The film is a solid action film. The political wrangling and intrigue make watchable franchise edition. I read that they are already talking about the sixth edition. They could market it as MI6. Maybe the Bond franchise would sue?

Thoughts about Southpaw

I was watching Southpaw and I thought to myself that an alternate title to the film could be the downfall and ressurection of Billy Hope. The stasis moment comes after he has defended his title, living in a large house, with nice cars, a pool, etc. and he is giving a speech to raise money for orphans. Everything is perfect. Until Billy can't ignore an insult and is drawn into a fight which ends his wife's life, brings his boxing career to end, and eviscerates him completely. After he loses his title he is shown weeping in a shower with nothing but his boxing socks on. He looks pitiful. He later crashes his car and loses his daughter and mansion.

Here I thought Billy Hope is at his low.
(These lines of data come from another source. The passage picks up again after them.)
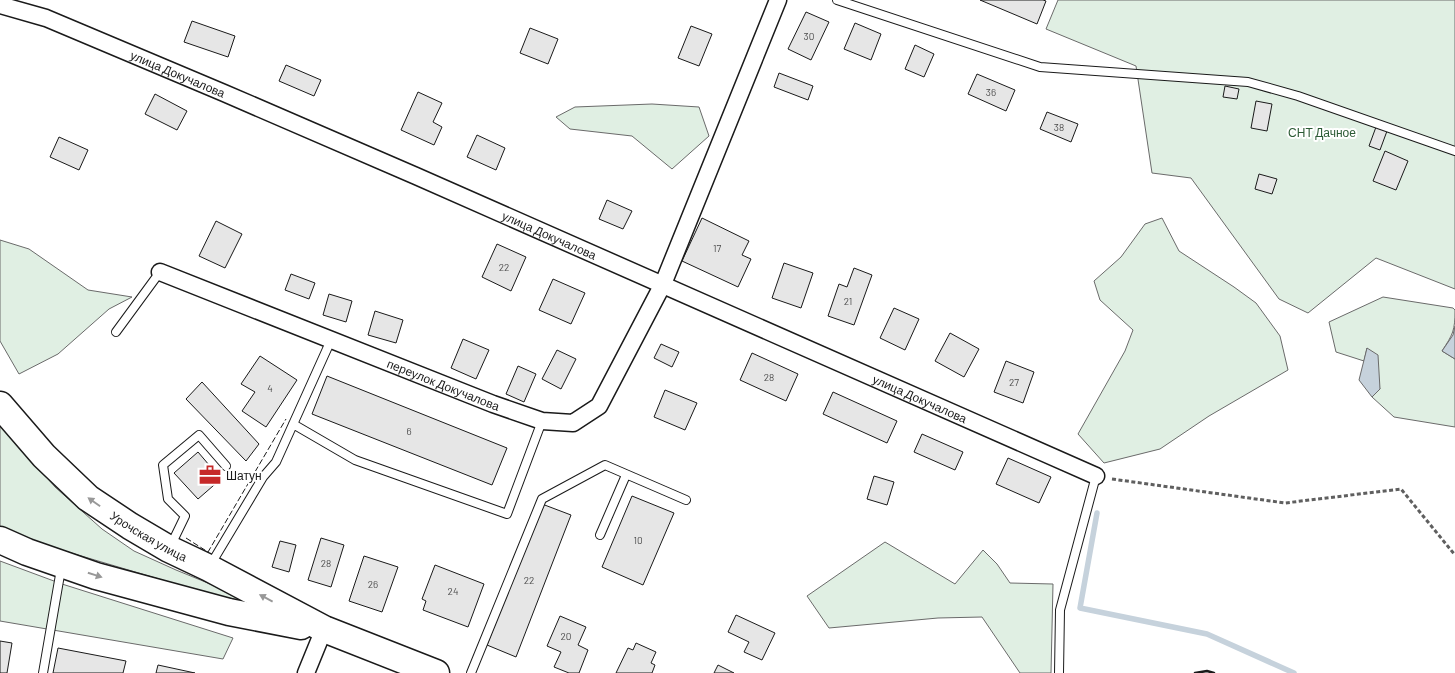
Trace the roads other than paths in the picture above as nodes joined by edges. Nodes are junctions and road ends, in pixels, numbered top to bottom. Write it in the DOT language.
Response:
graph roads {
  1 [pos="778,0"];
  2 [pos="837,0"];
  3 [pos="0,5"];
  4 [pos="1455,151"];
  5 [pos="160,272"];
  6 [pos="663,284"];
  7 [pos="116,332"];
  8 [pos="331,340"];
  9 [pos="0,405"];
  10 [pos="542,421"];
  11 [pos="292,424"];
  12 [pos="226,466"];
  13 [pos="626,475"];
  14 [pos="1096,476"];
  15 [pos="686,500"];
  16 [pos="600,535"];
  17 [pos="0,540"];
  18 [pos="169,549"];
  19 [pos="62,564"];
  20 [pos="209,568"];
  21 [pos="324,629"];
  22 [pos="43,673"];
  23 [pos="306,673"];
  24 [pos="436,673"];
  25 [pos="471,673"];
  26 [pos="1059,673"];
  1 -- 6 [label="street, переулок Докучалова"];
  2 -- 4 [label="lane"];
  3 -- 6 [label="street, улица Докучалова"];
  5 -- 7 [label="lane"];
  5 -- 8 [label="street, переулок Докучалова"];
  6 -- 10 [label="street, переулок Докучалова"];
  6 -- 14 [label="street, улица Докучалова"];
  8 -- 10 [label="street, переулок Докучалова"];
  8 -- 11 [label="lane"];
  18 -- 9 [label="main road, Урочская улица, one-way"];
  10 -- 11 [label="lane"];
  11 -- 20 [label="lane"];
  12 -- 18 [label="lane"];
  13 -- 15 [label="lane"];
  13 -- 16 [label="lane"];
  13 -- 25 [label="lane"];
  14 -- 26 [label="lane"];
  17 -- 19 [label="main road, Урочская улица"];
  18 -- 20 [label="main road, Урочская улица"];
  19 -- 21 [label="main road, Урочская улица, one-way"];
  19 -- 22 [label="lane"];
  21 -- 20 [label="main road, Урочская улица, one-way"];
  21 -- 23 [label="street"];
  21 -- 24 [label="main road, Урочская улица"];
}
He has fallen from Olympus. Then I thought, how is the screenwriter going to get him back to the top of Olympus? What will Billy go through to regain his title and his daughter? I started to think of the redemptive hero. I drew a parallel to the story of Jesus coming back from the dead. Billy dies, then, with the help of Forest Whitaker, he comes back to life to take the title and get some kind of satisfaction for his wife's murder.
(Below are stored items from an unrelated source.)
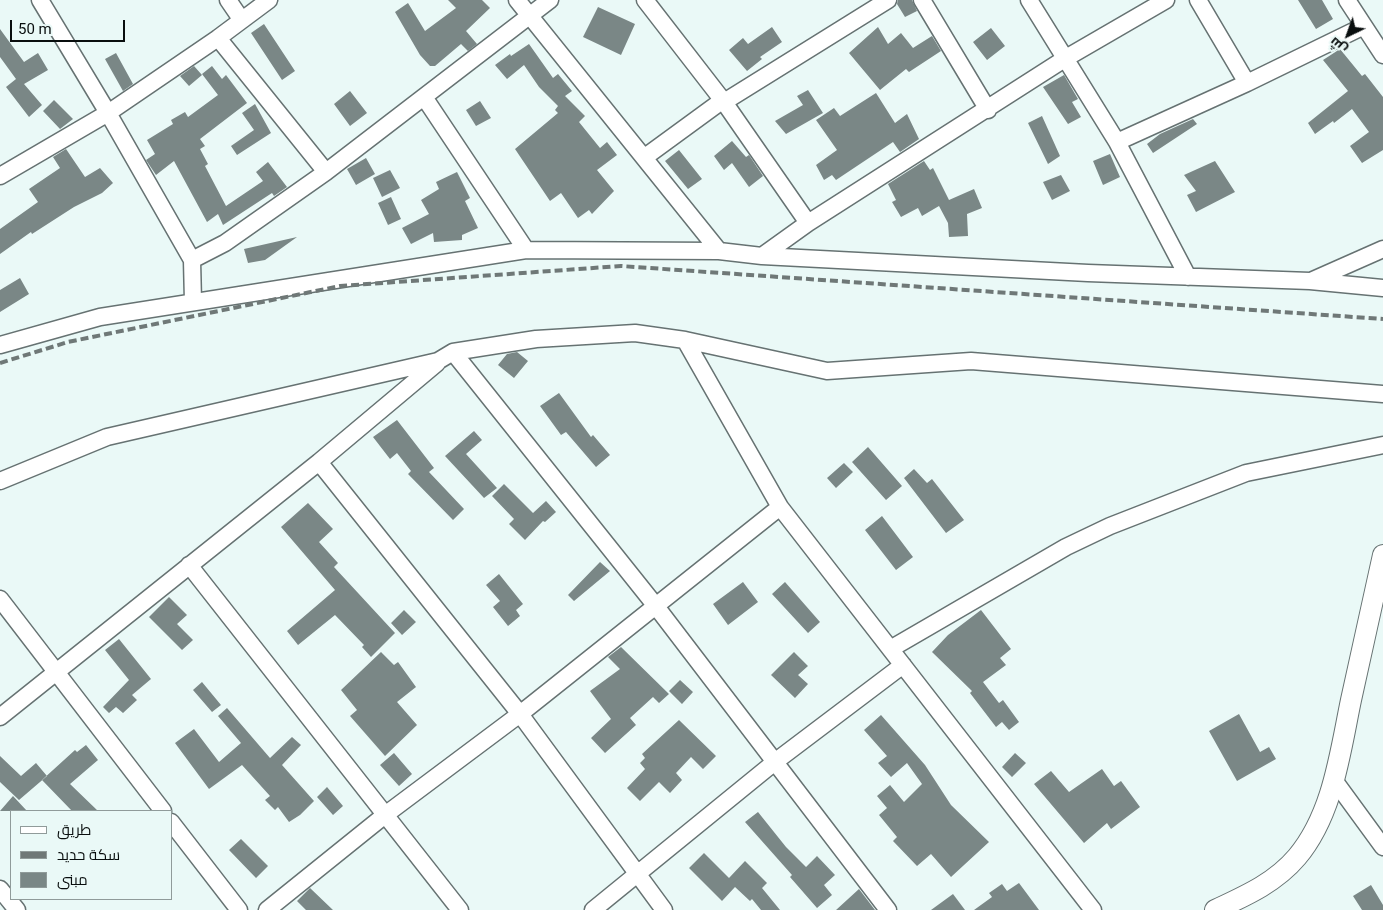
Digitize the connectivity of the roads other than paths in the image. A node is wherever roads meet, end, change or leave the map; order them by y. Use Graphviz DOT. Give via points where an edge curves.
graph roads {
  1 [pos="40,0"];
  2 [pos="228,0"];
  3 [pos="269,0"];
  4 [pos="517,0"];
  5 [pos="550,0"];
  6 [pos="644,0"];
  7 [pos="888,0"];
  8 [pos="922,0"];
  9 [pos="1029,0"];
  10 [pos="1166,0"];
  11 [pos="1198,0"];
  12 [pos="1347,0"];
  13 [pos="530,15"];
  14 [pos="241,19"];
  15 [pos="1364,26"];
  16 [pos="218,38"];
  17 [pos="1383,55"];
  18 [pos="1066,58"];
  19 [pos="1248,83"];
  20 [pos="424,97"];
  21 [pos="723,101"];
  22 [pos="988,110"];
  23 [pos="108,113"];
  24 [pos="1117,142"];
  25 [pos="645,157"];
  26 [pos="326,172"];
  27 [pos="0,176"];
  28 [pos="808,223"];
  29 [pos="1383,248"];
  30 [pos="526,250"];
  31 [pos="719,251"];
  32 [pos="762,256"];
  33 [pos="192,260"];
  34 [pos="1188,276"];
  35 [pos="1310,281"];
  36 [pos="1383,288"];
  37 [pos="193,302"];
  38 [pos="685,340"];
  39 [pos="0,344"];
  40 [pos="453,352"];
  41 [pos="438,361"];
  42 [pos="1383,394"];
  43 [pos="1383,444"];
  44 [pos="319,462"];
  45 [pos="0,482"];
  46 [pos="780,507"];
  47 [pos="1383,555"];
  48 [pos="189,564"];
  49 [pos="0,599"];
  50 [pos="655,605"];
  51 [pos="892,648"];
  52 [pos="903,665"];
  53 [pos="57,673"];
  54 [pos="520,714"];
  55 [pos="0,717"];
  56 [pos="776,761"];
  57 [pos="1334,780"];
  58 [pos="162,810"];
  59 [pos="385,815"];
  60 [pos="172,823"];
  61 [pos="1383,848"];
  62 [pos="638,875"];
  63 [pos="0,889"];
  64 [pos="11,908"];
  65 [pos="239,910"];
  66 [pos="267,910"];
  67 [pos="460,910"];
  68 [pos="593,910"];
  69 [pos="664,910"];
  70 [pos="888,910"];
  71 [pos="1093,910"];
  72 [pos="1215,910"];
  1 -- 23 [label="street"];
  2 -- 14 [label="street"];
  3 -- 14 [label="street"];
  4 -- 13 [label="street"];
  5 -- 13 [label="street"];
  6 -- 21 [label="street"];
  7 -- 21 [label="street"];
  8 -- 22 [label="street"];
  9 -- 18 [label="street"];
  10 -- 18 [label="street"];
  11 -- 19 [label="street"];
  12 -- 15 [label="street"];
  13 -- 20 [label="street"];
  13 -- 25 [label="street"];
  14 -- 16 [label="street"];
  15 -- 17 [label="street"];
  15 -- 19 [label="street"];
  16 -- 23 [label="street"];
  16 -- 26 [label="street"];
  18 -- 22 [label="street"];
  18 -- 24 [label="street"];
  19 -- 24 [label="street"];
  20 -- 26 [label="street"];
  20 -- 30 [label="street"];
  21 -- 25 [label="street"];
  21 -- 28 [label="street"];
  22 -- 28 [label="street"];
  23 -- 27 [label="street"];
  23 -- 33 [label="street"];
  24 -- 34 [label="street"];
  25 -- 31 [label="street"];
  26 -- 33 [label="street" via="225,243"];
  28 -- 32 [label="street"];
  29 -- 35 [label="street"];
  30 -- 31 [label="street"];
  30 -- 37 [label="street"];
  31 -- 32 [label="street"];
  32 -- 34 [label="street"];
  33 -- 37 [label="street"];
  34 -- 35 [label="street"];
  35 -- 36 [label="street"];
  37 -- 39 [label="street" via="100,317"];
  38 -- 40 [label="street" via="635,332 536,339"];
  38 -- 42 [label="street" via="827,372 971,361"];
  38 -- 46 [label="street"];
  40 -- 41 [label="street"];
  40 -- 50 [label="street"];
  41 -- 44 [label="street"];
  41 -- 45 [label="street" via="107,437"];
  43 -- 51 [label="street" via="1246,473 1110,526 1066,547"];
  44 -- 48 [label="street"];
  44 -- 54 [label="street"];
  46 -- 50 [label="street"];
  46 -- 51 [label="street"];
  47 -- 57 [label="main road"];
  48 -- 53 [label="street"];
  48 -- 59 [label="street"];
  49 -- 53 [label="street"];
  50 -- 54 [label="street"];
  50 -- 56 [label="street"];
  51 -- 52 [label="street"];
  52 -- 56 [label="street"];
  52 -- 71 [label="street"];
  53 -- 55 [label="street"];
  53 -- 58 [label="street"];
  54 -- 59 [label="street"];
  54 -- 62 [label="street"];
  56 -- 62 [label="street"];
  56 -- 70 [label="street"];
  57 -- 61 [label="street"];
  57 -- 72 [label="main road" via="1316,829 1298,856 1267,884"];
  59 -- 66 [label="street"];
  59 -- 67 [label="street"];
  60 -- 65 [label="street"];
  62 -- 68 [label="street"];
  62 -- 69 [label="street"];
  63 -- 64 [label="street"];
}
The final fight gives a "hollywood ending." There is both a knockout blow and a tension filled reading of judges scorecards. Finally Billy wins. His daughter cheers. All of the plot points are resolved.

I couldn't help thinking back to when my uncle Joe Pat used to order the "fights" on pay per view. I remember watching "Marvelous" Marvin Hagler vs. Sugar Ray Leonard. I had a VHS tape of it. I watched it at least once. I must have been eight or nine years old. I guess my uncle would follow boxing in the New York Post or Daily News. He used to read the city tabloids in his t-shirt and boxer shorts. His chair faced the TV. My great uncle would sit opposite him and my aunt would have a chair that looked askance at the TV.

Another aspect I noticed about the film is that all the dominos fell in a row. In screenwriting screenwriters talk about dominos falling in a row. In Southpaw all the dominos fall in a row, one after the other. It also follows the three act structure. The first act ends with Billy Crashing his car and ending up in police custody. The second act ends when he gets Whitaker to be his trainer for the big fight. The end of the movie show Billy with his daughter having won back the title.

As with all movies there are some glaring points of contension about the believability of the film. How could a white guy win a major title in boxing these days? etc. etc.

Southpaw is a solid story. Well written and not too predictable. Even though I knew Billy would win. I just didn't know how far he would fall.